**TASK DETAILS**
Pictures are not part of the copy. Write out exactly the lines from the line with "Annotation task. Summarize" through the end of the entries below.

**DATA IN THIS EXERCISE**
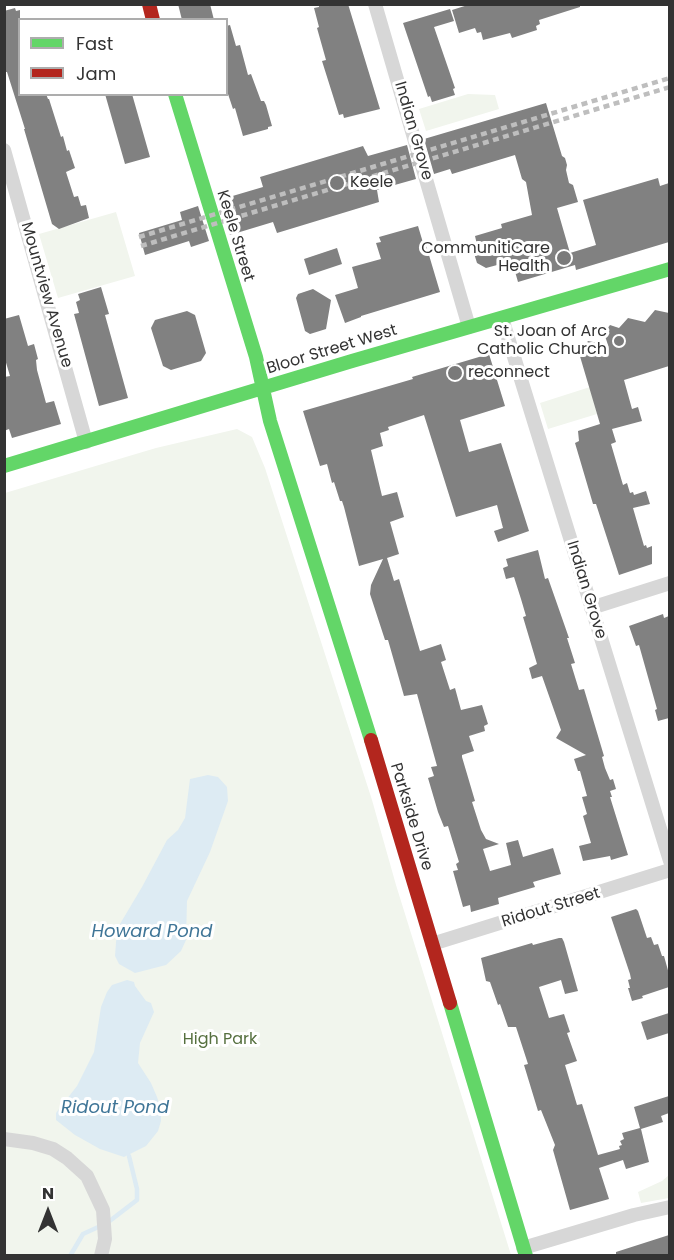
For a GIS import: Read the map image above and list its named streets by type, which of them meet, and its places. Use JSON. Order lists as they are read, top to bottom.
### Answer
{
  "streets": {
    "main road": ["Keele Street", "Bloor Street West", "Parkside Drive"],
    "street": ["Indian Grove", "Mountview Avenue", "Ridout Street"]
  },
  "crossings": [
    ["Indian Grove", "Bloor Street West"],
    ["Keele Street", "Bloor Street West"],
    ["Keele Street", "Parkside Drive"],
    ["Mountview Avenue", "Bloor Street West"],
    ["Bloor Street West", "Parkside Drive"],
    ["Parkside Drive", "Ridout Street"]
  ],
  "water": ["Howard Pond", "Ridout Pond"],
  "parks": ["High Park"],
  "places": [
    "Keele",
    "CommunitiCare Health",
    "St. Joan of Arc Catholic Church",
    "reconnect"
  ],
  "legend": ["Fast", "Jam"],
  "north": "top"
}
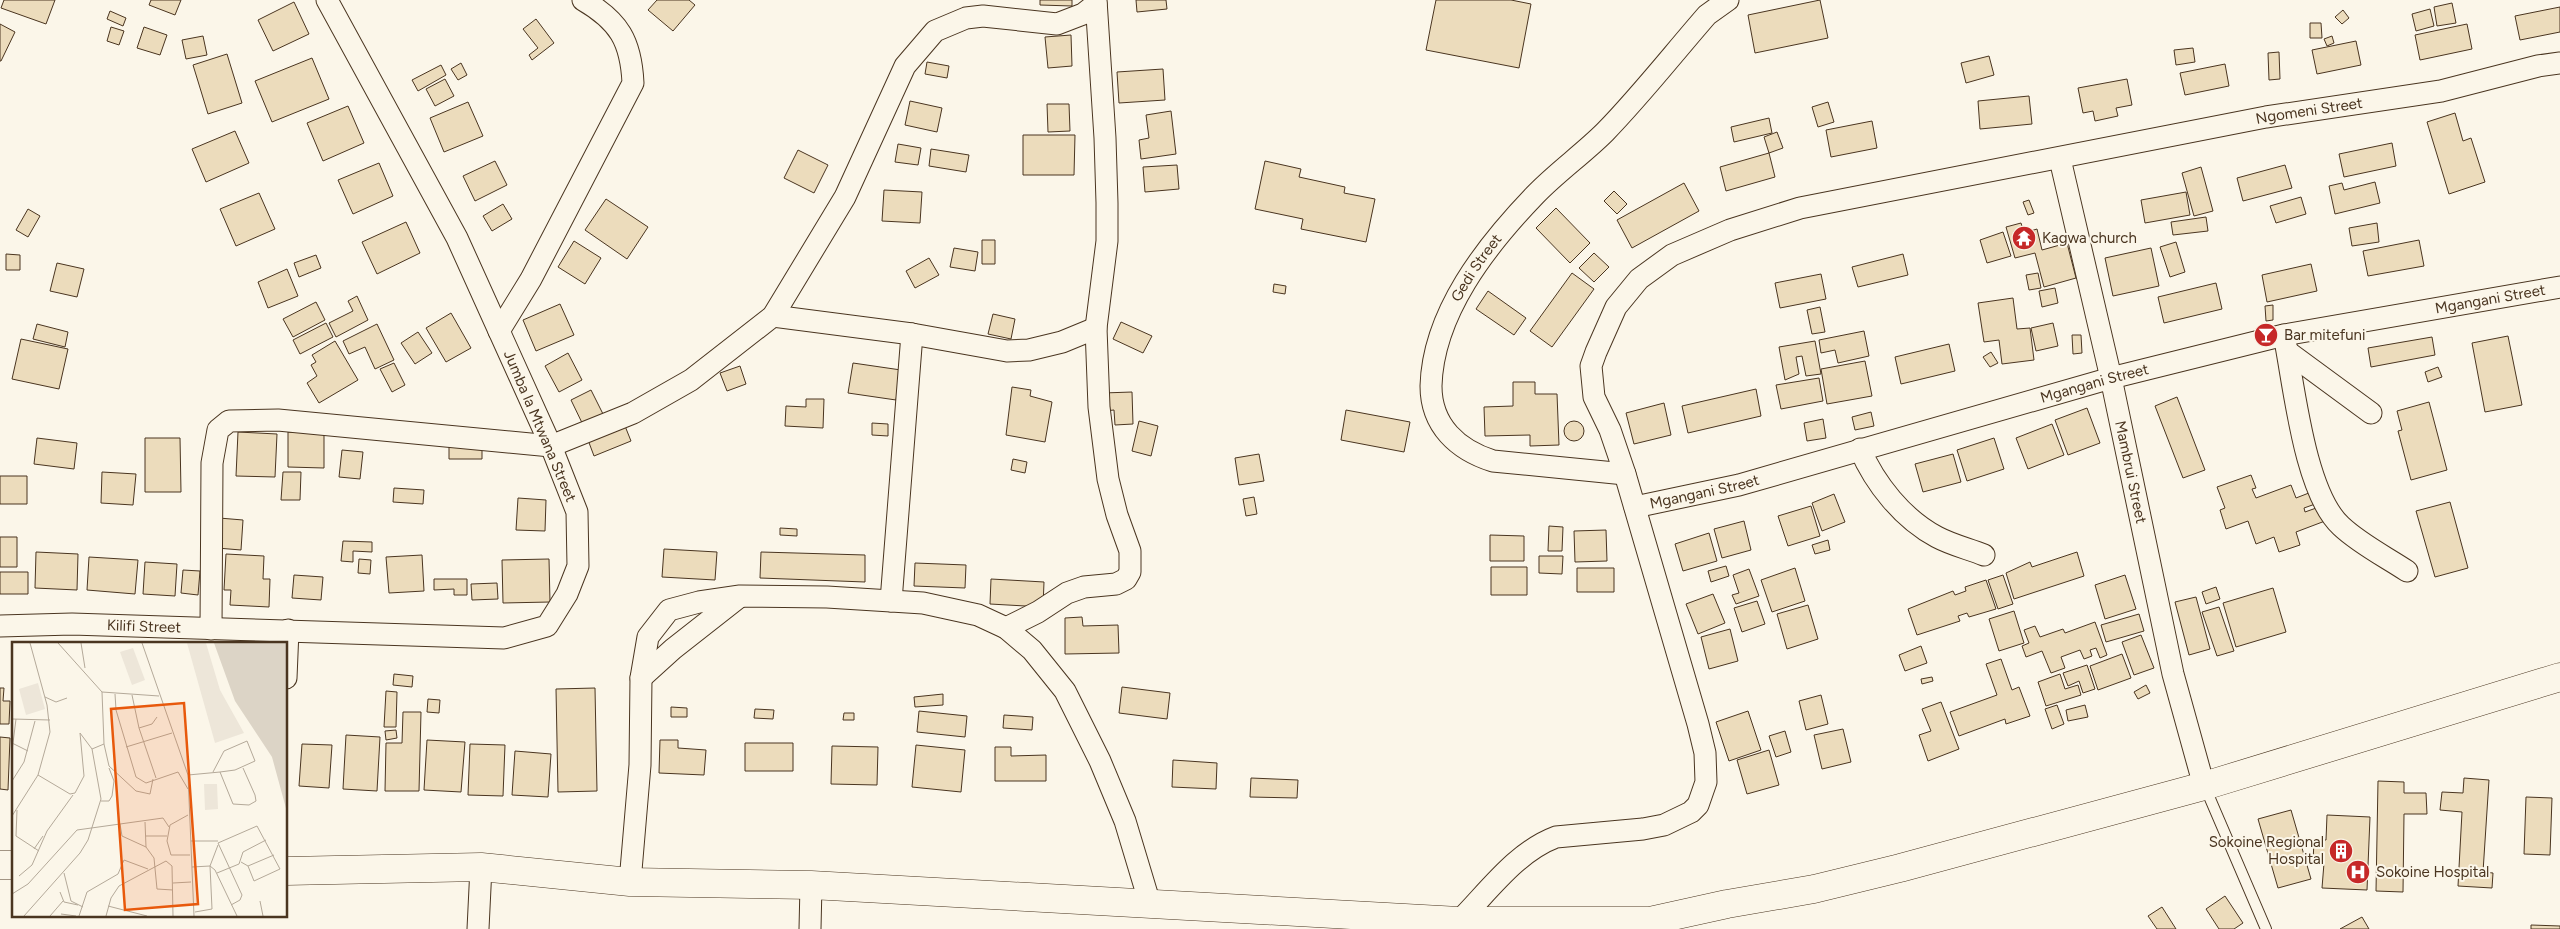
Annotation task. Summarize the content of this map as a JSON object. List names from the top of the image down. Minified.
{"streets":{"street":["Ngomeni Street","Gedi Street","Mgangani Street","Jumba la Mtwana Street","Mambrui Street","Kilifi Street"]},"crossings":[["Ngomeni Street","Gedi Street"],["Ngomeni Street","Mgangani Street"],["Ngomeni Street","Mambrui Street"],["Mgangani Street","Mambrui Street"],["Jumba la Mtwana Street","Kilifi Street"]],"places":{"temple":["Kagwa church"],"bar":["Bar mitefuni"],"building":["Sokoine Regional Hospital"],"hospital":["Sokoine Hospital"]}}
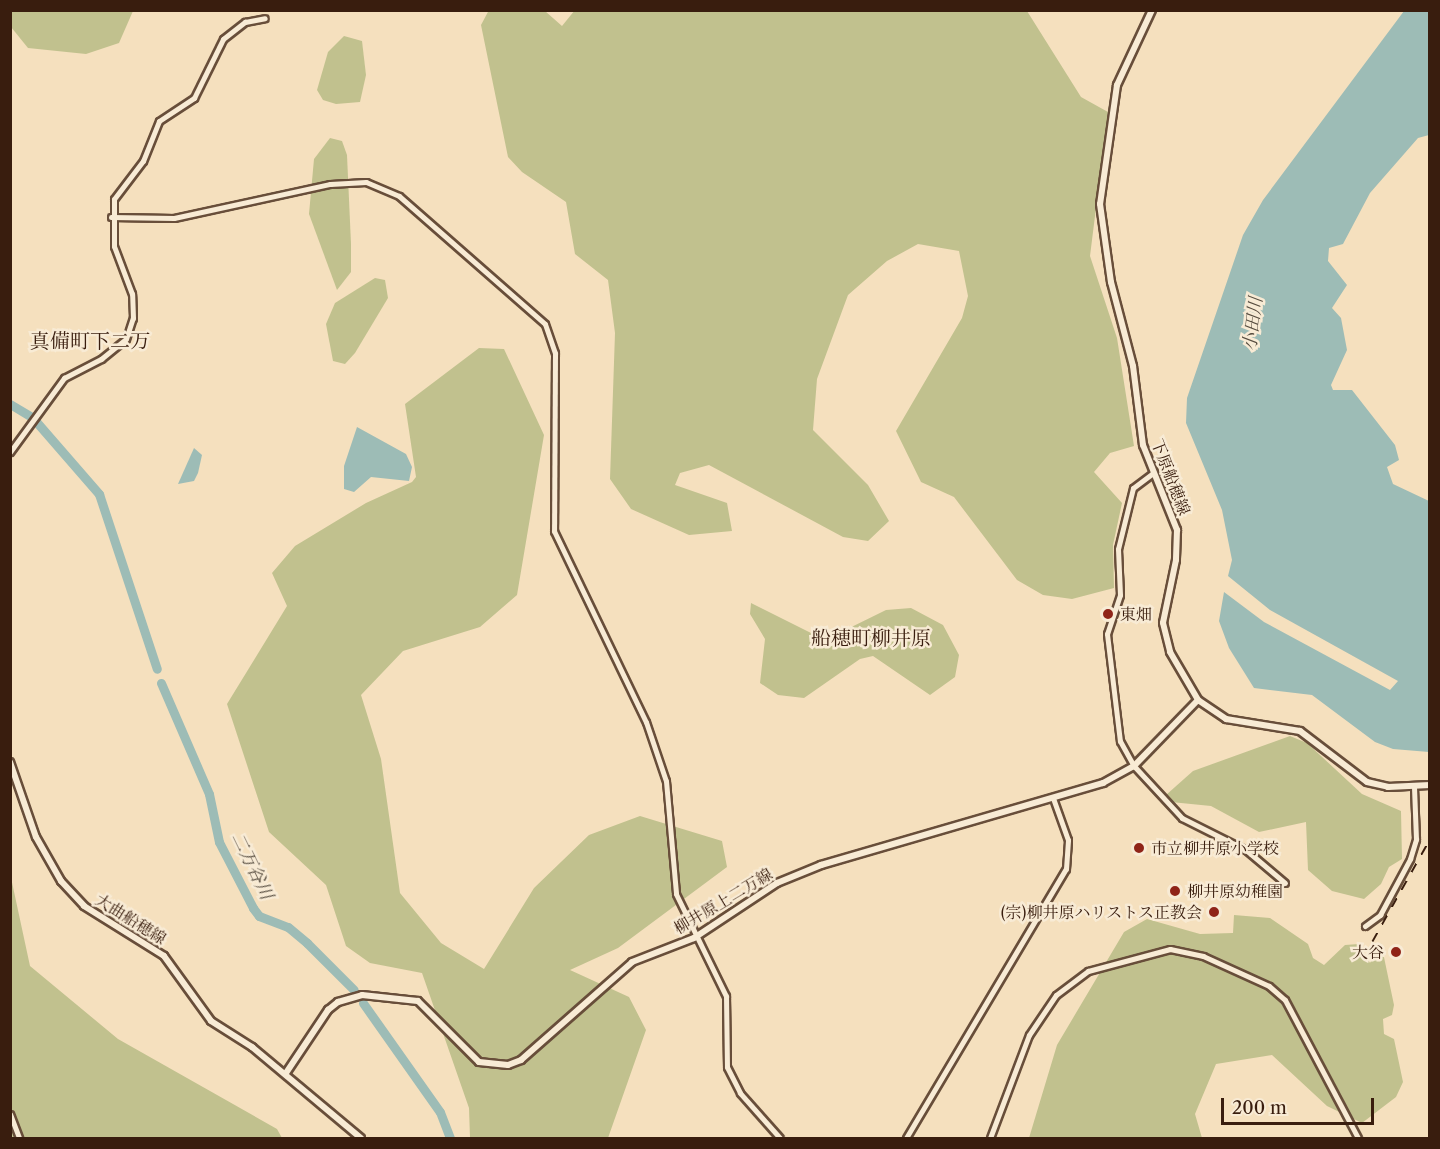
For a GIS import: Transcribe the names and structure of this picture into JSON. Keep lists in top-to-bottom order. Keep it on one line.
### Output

**ANSWER TO THIS EXERCISE**
Annotation task. Summarize the content of this map as a JSON object. List names from the top of the image down. Minified.
{"streets":{"street":["Ngomeni Street","Gedi Street","Mgangani Street","Jumba la Mtwana Street","Mambrui Street","Kilifi Street"]},"crossings":[["Ngomeni Street","Gedi Street"],["Ngomeni Street","Mgangani Street"],["Ngomeni Street","Mambrui Street"],["Mgangani Street","Mambrui Street"],["Jumba la Mtwana Street","Kilifi Street"]],"places":{"temple":["Kagwa church"],"bar":["Bar mitefuni"],"building":["Sokoine Regional Hospital"],"hospital":["Sokoine Hospital"]}}
For a GIS import: Transcribe the names and structure of this picture into JSON. Keep lists in top-to-bottom order. Keep it on one line.
### Output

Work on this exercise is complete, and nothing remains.